DiPOSH is fully compatible with MPI. In its current implementation, its run-time environment is written in MPI, which means that the coordination between the OpenSHMEM processing units (e.g., communication of their contact information) is made using MPI calls. As a consequence, when the OpenSHMEM application is initialized by start_pes(), the OpenSHMEM library calls MPI_Init. In future versions, DiPOSH might use another run-time environment in order to be independent of MPI and avoid requiring having an MPI implementation on the system. However, MPI is common enough to make having it installed on a parallel machine a very weak assumption.
An excerpt of a program using both MPI and OpenSHMEM and supported by DiPOSH is given in Fig. 3. We can see that MPI and OpenSHMEM communication routines can be mixed in the program, for the programmer to use whichever paradigm fits better its need for each communication.

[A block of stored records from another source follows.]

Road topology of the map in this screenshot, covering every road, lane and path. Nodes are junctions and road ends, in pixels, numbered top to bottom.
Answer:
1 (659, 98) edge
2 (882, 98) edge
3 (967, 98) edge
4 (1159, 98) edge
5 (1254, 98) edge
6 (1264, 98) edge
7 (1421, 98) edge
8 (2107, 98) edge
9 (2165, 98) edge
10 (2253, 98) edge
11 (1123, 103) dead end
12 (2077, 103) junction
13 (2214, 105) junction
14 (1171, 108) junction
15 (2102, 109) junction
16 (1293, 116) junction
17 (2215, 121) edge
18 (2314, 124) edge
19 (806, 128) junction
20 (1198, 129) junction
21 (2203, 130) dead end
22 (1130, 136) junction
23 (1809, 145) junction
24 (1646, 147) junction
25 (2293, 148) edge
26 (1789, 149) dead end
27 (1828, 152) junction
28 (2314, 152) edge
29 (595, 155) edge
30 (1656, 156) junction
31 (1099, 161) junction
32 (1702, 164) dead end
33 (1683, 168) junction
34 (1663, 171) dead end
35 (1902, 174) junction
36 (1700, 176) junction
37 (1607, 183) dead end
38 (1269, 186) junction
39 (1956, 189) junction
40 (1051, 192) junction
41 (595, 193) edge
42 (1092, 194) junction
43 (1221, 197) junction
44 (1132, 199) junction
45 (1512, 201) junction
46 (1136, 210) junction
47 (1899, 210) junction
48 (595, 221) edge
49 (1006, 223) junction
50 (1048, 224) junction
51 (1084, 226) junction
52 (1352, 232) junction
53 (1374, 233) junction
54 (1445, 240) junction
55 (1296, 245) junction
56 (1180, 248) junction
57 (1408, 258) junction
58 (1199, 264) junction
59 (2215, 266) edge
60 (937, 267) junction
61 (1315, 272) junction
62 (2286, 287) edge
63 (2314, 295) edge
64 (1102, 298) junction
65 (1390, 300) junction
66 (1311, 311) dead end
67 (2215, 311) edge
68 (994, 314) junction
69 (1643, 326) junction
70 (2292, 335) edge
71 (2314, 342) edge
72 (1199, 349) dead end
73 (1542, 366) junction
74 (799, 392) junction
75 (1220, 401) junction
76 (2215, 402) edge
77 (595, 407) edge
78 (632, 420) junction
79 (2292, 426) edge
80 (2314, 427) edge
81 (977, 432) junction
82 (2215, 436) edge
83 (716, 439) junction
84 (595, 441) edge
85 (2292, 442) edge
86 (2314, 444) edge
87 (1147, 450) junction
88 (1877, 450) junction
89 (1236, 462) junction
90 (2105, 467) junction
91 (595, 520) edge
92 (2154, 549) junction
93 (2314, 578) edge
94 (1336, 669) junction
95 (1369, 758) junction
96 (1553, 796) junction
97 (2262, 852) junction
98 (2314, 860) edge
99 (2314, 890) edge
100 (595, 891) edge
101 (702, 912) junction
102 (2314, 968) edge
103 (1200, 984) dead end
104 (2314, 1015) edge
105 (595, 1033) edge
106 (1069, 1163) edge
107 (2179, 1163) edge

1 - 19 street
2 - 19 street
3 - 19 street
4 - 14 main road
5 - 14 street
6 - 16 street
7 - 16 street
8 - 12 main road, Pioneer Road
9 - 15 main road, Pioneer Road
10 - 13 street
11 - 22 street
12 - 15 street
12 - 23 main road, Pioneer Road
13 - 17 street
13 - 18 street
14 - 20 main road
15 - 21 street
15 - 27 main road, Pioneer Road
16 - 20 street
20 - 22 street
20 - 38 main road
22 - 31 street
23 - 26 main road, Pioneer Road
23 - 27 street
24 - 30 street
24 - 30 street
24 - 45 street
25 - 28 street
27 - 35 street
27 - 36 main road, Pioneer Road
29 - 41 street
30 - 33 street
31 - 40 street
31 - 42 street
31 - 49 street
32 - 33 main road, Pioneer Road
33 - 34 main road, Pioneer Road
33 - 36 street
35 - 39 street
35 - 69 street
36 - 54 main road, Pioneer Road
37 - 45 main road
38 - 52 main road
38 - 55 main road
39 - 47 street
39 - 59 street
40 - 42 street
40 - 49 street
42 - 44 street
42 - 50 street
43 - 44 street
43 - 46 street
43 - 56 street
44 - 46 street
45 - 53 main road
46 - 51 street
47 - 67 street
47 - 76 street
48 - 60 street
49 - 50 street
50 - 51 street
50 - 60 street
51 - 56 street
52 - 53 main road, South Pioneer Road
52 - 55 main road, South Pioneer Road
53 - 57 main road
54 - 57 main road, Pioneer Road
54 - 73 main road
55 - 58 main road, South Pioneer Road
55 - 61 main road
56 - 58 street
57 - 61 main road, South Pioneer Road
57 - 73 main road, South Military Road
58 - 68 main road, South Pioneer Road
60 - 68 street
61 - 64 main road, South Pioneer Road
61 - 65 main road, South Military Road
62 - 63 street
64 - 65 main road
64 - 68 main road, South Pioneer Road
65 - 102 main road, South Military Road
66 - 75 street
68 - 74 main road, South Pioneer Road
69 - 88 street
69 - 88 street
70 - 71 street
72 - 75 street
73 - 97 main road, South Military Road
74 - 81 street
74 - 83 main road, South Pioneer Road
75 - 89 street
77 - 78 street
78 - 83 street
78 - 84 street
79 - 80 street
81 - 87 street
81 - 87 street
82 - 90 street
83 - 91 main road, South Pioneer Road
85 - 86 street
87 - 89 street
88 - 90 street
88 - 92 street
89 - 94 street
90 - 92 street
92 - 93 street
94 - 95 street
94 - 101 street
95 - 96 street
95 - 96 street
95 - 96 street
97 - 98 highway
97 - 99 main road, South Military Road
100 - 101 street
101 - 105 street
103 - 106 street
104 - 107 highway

In addition to being an interesting feature for application developers, being able to use MPI in OpenSHMEM programs can also be useful for supporting tools, that can take advantage of some MPI-specific collective operations (such as reductions using user-defined operations and datatypes) to aggregate data.
3.4 Profiling
Profiling OpenSHMEM applications can be done by TAU without any specific tool interface [10]. DiPOSH can provide more low-level information, such as profiling information on the communication channels, for the user to be able to tune the communication library.
TAU’s measurement model give access to a multitude of possible performance data about the execution, from hardware counters to MPI information from MPI_T. Interestingly, MPI_T also gives the possibility to modify some parameters. For instance, OpenMPI provides several levels of parameters: end-user, application user, developer. Some of these parameters can be used in write mode by the application in order to tune the library at run-time. For instance, the maximum size of a message sent in eager mode, the size of a shared memory segment... can be modified through the MPI_T interface. Moreover, TAU can keep track of the memory usage in the shared heaps.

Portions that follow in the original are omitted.